Input variables (based on physicochemical tests):
1. fixed acidity
2. volatile acidity
3. citric acid
4. residual sugar
5. chlorides
6. free sulfur dioxide
7. total sulfur dioxide
8. density
9. pH
10. sulphates
11. alcohol
Output variable (based on sensory data):
12. quality (score between 0 and 10)

Our goal is to make a **machine learning** model that can predict the quality of wine based on the input variable (features) given above.

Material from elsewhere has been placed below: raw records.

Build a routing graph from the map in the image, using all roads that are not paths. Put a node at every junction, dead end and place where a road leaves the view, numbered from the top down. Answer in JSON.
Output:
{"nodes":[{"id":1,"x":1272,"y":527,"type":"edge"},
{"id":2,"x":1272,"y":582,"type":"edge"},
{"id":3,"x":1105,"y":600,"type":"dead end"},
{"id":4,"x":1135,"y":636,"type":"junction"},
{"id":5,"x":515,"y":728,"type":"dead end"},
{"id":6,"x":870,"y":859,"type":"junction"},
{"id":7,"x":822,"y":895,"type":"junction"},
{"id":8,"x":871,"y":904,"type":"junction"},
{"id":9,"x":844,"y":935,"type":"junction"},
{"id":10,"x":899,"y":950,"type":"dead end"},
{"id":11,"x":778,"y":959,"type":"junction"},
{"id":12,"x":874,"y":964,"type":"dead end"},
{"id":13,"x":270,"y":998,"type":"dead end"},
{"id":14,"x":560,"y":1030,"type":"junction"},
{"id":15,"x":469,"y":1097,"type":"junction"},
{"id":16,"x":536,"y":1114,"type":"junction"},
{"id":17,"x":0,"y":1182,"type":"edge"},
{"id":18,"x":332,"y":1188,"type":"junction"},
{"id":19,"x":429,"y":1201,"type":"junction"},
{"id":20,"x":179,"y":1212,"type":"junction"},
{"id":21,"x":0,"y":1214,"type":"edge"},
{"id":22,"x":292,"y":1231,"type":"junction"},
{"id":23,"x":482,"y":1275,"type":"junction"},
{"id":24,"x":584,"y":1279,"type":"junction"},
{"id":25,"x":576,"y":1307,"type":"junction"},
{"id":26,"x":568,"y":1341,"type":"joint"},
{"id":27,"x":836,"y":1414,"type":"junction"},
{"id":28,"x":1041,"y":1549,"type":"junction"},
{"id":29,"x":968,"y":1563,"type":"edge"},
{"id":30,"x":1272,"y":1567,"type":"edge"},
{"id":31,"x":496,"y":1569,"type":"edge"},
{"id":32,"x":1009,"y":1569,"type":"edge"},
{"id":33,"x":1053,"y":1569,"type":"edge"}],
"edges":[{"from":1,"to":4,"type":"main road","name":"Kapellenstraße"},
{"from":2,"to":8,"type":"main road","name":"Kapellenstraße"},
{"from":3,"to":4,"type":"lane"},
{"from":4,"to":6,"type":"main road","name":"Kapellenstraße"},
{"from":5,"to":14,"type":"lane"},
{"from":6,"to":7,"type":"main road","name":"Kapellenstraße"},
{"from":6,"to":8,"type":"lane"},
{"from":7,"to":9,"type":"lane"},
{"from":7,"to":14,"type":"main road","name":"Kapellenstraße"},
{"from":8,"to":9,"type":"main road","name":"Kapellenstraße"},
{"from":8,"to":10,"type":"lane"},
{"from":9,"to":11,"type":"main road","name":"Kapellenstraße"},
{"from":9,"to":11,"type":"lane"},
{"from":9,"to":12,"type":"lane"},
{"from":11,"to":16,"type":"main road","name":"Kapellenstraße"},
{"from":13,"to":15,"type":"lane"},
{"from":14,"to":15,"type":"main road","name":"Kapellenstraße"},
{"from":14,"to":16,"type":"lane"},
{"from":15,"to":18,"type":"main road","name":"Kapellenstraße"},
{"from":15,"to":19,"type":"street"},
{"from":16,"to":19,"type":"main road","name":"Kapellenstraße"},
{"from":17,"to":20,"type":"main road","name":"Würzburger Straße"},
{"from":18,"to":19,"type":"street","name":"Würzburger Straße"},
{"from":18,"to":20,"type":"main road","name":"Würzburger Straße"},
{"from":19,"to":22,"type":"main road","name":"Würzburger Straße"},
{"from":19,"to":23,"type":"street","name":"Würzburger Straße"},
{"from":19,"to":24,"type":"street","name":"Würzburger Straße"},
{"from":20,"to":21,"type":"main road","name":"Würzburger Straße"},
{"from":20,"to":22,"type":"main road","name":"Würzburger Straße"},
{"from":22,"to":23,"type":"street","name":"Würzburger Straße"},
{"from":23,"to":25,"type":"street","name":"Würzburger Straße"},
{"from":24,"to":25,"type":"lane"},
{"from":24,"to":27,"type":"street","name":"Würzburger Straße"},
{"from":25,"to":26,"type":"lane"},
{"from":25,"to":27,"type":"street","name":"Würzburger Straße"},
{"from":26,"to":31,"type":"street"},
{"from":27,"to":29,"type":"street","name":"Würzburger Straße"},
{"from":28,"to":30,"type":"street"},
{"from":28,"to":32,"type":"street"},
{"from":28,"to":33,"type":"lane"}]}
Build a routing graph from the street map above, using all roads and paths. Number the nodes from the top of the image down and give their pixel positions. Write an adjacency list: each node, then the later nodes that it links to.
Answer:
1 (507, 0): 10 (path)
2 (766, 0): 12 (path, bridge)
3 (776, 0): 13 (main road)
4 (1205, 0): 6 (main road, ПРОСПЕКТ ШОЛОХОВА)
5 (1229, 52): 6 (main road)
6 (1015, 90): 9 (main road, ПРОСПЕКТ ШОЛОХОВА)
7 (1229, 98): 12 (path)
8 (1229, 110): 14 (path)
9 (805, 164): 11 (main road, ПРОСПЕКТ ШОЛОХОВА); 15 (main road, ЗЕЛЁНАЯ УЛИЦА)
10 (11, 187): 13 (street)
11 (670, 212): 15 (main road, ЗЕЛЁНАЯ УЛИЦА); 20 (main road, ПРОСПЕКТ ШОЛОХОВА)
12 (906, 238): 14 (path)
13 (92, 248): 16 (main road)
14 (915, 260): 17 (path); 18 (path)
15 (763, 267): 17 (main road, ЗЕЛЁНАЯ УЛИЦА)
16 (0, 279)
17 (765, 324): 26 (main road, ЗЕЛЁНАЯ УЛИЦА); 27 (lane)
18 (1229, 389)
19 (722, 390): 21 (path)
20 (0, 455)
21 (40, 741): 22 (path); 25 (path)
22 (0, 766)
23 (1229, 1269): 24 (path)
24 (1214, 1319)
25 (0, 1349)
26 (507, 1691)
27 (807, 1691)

# **Viewing and understanding the basic details of our dataset**

In [None]:
#importing libraries that are used in this notebook
import numpy as np
import pandas as pd
import matplotlib.pyplot as plt
import seaborn as sns
from scipy.stats import pearsonr
from sklearn.model_selection import train_test_split as tts
from sklearn.linear_model import LogisticRegression
from sklearn.neighbors import KNeighborsClassifier as KNN
from sklearn.svm import SVC
from sklearn.naive_bayes import GaussianNB
from sklearn.ensemble import RandomForestClassifier as RFC
from sklearn.model_selection import cross_val_score
from sklearn.metrics import confusion_matrix as CM

In [None]:
#importing dataset
dataset = pd.read_csv('/kaggle/input/red-wine-quality-cortez-et-al-2009/winequality-red.csv')
dataset.head()

In [None]:
dataset.shape

In [None]:
dataset.describe()

From above data description we can conclude that value of density is almost similar throughout the dataset, because mean, min, 25%, 50%, 75% are all ~0.99.

So I am choosing to drop density feature as it will not have much significance in predicting quality of wine.

In [None]:
dataset.drop(labels='density', axis=1, inplace=True)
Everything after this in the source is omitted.